__Your task__
Count every line in the entries that follow where the word "Војводе" appears, then state only the total.

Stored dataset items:
•••••

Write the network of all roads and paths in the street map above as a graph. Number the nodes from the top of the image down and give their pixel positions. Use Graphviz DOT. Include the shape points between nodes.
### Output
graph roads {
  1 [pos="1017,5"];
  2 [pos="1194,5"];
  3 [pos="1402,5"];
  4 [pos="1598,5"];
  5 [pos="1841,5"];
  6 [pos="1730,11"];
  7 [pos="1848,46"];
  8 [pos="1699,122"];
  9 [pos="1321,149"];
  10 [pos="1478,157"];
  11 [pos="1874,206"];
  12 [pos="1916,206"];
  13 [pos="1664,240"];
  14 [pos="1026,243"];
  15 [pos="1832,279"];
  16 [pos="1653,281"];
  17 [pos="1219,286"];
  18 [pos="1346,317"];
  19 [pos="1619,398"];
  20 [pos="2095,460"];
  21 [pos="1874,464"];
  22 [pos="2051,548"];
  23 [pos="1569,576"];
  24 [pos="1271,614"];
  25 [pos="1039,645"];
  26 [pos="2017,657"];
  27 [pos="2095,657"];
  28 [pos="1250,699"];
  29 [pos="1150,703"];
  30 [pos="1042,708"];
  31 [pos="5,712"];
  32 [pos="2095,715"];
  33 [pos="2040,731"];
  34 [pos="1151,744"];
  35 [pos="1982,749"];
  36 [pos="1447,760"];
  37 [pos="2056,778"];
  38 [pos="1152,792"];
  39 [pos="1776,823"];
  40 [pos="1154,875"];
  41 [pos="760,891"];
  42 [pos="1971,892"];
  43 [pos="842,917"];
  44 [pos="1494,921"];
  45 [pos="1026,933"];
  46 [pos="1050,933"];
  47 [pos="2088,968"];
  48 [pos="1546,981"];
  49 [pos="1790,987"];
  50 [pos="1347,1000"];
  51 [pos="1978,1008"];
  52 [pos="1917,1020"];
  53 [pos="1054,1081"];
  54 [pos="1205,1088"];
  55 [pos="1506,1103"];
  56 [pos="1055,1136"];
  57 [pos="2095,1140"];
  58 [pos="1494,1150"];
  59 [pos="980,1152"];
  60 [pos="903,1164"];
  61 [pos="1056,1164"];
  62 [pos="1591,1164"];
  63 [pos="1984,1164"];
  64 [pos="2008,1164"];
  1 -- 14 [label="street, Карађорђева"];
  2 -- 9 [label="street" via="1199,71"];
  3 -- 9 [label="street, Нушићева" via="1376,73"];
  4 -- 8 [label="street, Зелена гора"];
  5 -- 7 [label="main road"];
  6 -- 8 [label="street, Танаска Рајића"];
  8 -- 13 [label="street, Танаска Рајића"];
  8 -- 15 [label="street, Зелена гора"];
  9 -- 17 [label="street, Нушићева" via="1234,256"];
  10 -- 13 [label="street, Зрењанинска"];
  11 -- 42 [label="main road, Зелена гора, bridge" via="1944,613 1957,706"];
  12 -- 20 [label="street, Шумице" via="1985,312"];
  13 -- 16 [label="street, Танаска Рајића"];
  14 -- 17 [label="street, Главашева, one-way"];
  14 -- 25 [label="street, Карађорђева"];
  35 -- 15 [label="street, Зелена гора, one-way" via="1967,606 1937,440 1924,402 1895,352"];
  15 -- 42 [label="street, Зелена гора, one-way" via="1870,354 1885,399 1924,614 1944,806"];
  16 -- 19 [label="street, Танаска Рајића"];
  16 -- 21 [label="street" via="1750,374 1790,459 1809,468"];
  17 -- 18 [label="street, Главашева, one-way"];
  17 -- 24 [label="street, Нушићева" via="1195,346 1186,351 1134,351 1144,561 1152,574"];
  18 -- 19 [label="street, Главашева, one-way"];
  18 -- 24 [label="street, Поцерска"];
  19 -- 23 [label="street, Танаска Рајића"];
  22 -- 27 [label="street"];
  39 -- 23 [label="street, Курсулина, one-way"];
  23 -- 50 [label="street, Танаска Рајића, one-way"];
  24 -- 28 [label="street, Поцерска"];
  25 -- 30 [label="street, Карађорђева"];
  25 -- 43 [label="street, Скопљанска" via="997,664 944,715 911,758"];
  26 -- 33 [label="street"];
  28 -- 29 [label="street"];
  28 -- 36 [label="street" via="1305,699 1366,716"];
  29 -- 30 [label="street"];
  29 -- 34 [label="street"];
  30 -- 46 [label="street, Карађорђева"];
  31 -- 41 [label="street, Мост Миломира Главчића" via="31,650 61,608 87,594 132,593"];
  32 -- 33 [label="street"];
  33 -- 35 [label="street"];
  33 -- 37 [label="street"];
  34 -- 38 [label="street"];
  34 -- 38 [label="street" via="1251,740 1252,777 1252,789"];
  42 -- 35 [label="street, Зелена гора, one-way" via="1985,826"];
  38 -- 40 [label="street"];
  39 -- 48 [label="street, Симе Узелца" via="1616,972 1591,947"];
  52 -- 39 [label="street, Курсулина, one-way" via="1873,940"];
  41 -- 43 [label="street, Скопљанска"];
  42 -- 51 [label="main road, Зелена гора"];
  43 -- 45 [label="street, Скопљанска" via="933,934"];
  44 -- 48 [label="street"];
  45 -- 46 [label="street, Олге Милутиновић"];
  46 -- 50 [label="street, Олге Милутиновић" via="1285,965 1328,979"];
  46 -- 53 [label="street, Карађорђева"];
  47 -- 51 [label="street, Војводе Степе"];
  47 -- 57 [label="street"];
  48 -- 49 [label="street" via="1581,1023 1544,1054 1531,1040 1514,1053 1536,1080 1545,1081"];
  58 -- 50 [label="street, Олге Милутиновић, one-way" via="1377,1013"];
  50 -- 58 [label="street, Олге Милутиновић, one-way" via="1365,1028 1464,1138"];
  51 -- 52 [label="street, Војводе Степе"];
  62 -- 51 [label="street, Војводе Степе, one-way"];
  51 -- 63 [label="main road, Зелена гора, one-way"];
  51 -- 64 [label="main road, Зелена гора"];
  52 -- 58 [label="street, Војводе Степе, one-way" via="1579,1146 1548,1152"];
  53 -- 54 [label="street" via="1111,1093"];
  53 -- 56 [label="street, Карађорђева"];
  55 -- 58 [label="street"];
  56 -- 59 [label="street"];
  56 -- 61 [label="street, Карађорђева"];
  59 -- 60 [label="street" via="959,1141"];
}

•••••

__Response to the task__
4